From what I can tell, this seems to be symptomatic of native English speakers. In the US, native English speakers learn from an early age that sentence structure has a 1) subject, 2) verb and, sometimes, 3) an object. Something does something to something else.

Consider this example:

The zombie ate Negan’s face.

Subject:               The zombie

Verb:                     ate

Object:                 Negan’s face

Aside from being hopefully prophetic, it’s pretty straightforward in terms of tone and it moves things along in the action category without a lot of pondering. It’s easy to read. This format is also common to see in non-fiction and in other areas where concise communication is imperative.

Consider the same thing shown in passive tense:

Negan’s face was eaten by the zombie.

Aside from sounding a little bit like Yoda, you can see what’s going on. Negan still got what was coming to him, but the action gets dragged down a bit. The emphasis is changed. It causes questions to bubble up for the reader. Depending on your goal as a fiction writer, this may not be what you want. Automatically, as a reader, my brain starts generating questions: what’s the important thing here? The zombie? Negan’s ruined face? What kind of zombie? (I think you get the picture.)
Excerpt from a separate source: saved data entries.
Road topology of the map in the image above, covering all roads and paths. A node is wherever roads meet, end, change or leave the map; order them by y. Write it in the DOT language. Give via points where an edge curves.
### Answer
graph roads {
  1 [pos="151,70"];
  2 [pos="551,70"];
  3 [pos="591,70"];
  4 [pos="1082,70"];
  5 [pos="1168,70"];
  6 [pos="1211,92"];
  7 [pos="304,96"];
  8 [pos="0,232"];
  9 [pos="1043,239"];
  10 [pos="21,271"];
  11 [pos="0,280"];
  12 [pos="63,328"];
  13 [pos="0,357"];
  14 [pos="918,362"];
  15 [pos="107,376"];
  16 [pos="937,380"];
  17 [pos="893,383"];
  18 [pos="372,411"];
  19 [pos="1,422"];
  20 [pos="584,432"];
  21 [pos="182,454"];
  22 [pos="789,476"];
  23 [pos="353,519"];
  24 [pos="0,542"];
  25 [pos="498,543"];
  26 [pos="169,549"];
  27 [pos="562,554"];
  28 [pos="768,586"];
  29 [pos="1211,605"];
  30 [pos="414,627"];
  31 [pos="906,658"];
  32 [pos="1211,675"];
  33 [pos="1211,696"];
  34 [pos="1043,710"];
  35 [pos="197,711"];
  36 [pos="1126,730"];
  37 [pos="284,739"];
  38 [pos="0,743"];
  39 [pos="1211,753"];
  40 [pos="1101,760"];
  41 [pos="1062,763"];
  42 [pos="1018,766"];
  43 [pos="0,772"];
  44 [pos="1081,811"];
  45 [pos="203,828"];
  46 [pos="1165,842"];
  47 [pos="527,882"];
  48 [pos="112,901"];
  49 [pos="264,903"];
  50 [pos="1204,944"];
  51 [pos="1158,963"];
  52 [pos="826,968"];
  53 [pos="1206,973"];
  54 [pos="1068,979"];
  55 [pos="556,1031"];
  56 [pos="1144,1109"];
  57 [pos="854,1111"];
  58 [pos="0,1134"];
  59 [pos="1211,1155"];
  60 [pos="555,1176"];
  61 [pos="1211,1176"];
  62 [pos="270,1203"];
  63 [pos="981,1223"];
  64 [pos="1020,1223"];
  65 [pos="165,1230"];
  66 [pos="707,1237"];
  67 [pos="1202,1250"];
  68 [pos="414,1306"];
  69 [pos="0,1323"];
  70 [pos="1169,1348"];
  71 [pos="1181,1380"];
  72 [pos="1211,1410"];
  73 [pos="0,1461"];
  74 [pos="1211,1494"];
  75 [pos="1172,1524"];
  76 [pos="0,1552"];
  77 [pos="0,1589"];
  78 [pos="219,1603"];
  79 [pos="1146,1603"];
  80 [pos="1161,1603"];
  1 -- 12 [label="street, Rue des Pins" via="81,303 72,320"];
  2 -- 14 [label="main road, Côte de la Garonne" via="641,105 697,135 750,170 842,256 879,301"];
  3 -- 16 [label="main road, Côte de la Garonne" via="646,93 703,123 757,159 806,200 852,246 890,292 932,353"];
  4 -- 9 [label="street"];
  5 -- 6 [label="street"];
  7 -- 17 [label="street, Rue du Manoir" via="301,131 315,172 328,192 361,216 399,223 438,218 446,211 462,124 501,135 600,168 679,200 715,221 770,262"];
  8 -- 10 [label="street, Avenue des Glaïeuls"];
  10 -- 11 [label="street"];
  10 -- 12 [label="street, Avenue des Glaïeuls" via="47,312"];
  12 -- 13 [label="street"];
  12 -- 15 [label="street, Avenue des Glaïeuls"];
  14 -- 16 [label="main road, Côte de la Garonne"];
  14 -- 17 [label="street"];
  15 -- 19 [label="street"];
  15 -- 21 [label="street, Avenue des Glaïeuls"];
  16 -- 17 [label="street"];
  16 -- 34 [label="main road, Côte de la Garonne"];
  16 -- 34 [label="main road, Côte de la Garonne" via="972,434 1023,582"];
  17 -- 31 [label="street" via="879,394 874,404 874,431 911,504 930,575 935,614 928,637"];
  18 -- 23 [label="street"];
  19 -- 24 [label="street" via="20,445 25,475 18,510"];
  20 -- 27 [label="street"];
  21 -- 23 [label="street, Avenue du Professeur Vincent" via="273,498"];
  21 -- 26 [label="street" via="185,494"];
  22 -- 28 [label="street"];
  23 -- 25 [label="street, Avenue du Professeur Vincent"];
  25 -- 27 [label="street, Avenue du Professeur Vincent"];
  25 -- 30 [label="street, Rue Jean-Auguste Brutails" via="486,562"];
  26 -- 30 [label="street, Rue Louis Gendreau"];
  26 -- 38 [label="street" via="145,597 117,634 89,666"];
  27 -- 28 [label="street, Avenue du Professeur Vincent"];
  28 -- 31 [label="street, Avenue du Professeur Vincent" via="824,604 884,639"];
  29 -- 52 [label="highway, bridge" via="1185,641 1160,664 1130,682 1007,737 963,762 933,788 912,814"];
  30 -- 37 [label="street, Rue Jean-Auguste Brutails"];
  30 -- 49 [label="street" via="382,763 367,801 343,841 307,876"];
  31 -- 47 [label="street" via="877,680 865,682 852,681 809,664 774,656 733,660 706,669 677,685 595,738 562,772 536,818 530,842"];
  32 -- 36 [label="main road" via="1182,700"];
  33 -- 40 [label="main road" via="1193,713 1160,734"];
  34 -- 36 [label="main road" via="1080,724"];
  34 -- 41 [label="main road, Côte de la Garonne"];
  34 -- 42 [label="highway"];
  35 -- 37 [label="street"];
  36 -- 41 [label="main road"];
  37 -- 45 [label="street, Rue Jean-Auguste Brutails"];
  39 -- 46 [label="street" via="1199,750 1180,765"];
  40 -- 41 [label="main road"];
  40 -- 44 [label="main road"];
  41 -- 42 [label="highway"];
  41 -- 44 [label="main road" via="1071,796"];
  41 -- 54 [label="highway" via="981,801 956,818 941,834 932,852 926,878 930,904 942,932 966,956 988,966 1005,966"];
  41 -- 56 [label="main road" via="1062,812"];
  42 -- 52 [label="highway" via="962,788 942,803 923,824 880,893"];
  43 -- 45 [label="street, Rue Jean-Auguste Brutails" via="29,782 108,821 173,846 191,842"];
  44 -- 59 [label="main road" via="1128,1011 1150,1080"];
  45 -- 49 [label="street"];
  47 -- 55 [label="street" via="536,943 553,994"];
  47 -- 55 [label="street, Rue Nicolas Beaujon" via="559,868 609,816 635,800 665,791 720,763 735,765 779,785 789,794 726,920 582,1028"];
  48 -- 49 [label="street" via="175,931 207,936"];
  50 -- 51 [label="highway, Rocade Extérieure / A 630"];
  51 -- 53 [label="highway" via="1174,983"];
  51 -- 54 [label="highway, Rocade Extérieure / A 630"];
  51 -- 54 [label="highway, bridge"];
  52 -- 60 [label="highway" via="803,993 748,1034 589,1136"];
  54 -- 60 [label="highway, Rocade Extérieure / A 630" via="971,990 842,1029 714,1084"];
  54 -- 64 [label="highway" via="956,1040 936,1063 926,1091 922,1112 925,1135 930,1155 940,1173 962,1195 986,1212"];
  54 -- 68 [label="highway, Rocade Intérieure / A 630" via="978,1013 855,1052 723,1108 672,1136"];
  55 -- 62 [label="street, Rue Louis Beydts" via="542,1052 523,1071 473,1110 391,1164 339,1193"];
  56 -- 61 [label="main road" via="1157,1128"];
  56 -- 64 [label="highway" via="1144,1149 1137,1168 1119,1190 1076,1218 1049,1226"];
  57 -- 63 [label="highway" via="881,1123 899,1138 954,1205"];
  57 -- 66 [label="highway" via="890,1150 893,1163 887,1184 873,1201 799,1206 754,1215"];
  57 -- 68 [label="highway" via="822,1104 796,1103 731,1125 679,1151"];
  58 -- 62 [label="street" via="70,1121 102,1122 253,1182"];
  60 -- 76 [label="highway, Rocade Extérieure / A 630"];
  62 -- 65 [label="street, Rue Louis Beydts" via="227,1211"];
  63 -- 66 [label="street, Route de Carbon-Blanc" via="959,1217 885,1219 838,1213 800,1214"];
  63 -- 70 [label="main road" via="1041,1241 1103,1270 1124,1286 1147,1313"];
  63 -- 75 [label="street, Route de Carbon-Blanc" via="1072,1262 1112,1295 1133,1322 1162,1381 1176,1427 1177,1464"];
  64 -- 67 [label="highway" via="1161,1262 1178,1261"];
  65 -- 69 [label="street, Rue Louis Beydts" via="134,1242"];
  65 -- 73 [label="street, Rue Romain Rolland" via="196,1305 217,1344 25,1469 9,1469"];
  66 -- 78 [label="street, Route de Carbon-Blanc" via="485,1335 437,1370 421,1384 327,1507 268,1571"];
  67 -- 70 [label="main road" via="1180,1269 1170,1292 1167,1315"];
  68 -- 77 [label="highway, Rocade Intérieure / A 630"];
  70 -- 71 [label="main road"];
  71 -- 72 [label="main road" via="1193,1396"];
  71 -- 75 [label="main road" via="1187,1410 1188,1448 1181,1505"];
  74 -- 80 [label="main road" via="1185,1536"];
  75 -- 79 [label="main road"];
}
Need a way to test if you’re using passive voice? Try this: (I’ve seen this floating around on Pinterest a lot.)

Try to add the phrase “by zombies” after the verb in your sentence. If it makes sense, then your sentence is in the passive voice.

Here’s an example.

Original:

 The Republican National Convention was overrun.

Now add “by zombies”.

 The Republican National Convention was overrun by zombies.

Yep! You’ve got passive voice. From there, you can rearrange the structure to the active tense to sharpen things up.

Here’s a WikiHow article on how to fix passive voice: (I like it because it’s pretty short and straight forward.)

http://www.wikihow.com/Fix-Passive-Voice

Used the right way, passive voice can be very useful to change the focus of your subject. Maybe you don’t know who or what completed the action, and you want the reader to feel that sense of mystery too. So, it does have a place. Doled out in particular areas, it can be useful.

But if you want your prose to zing along without bogging down the works with lots of questions, try to avoid it.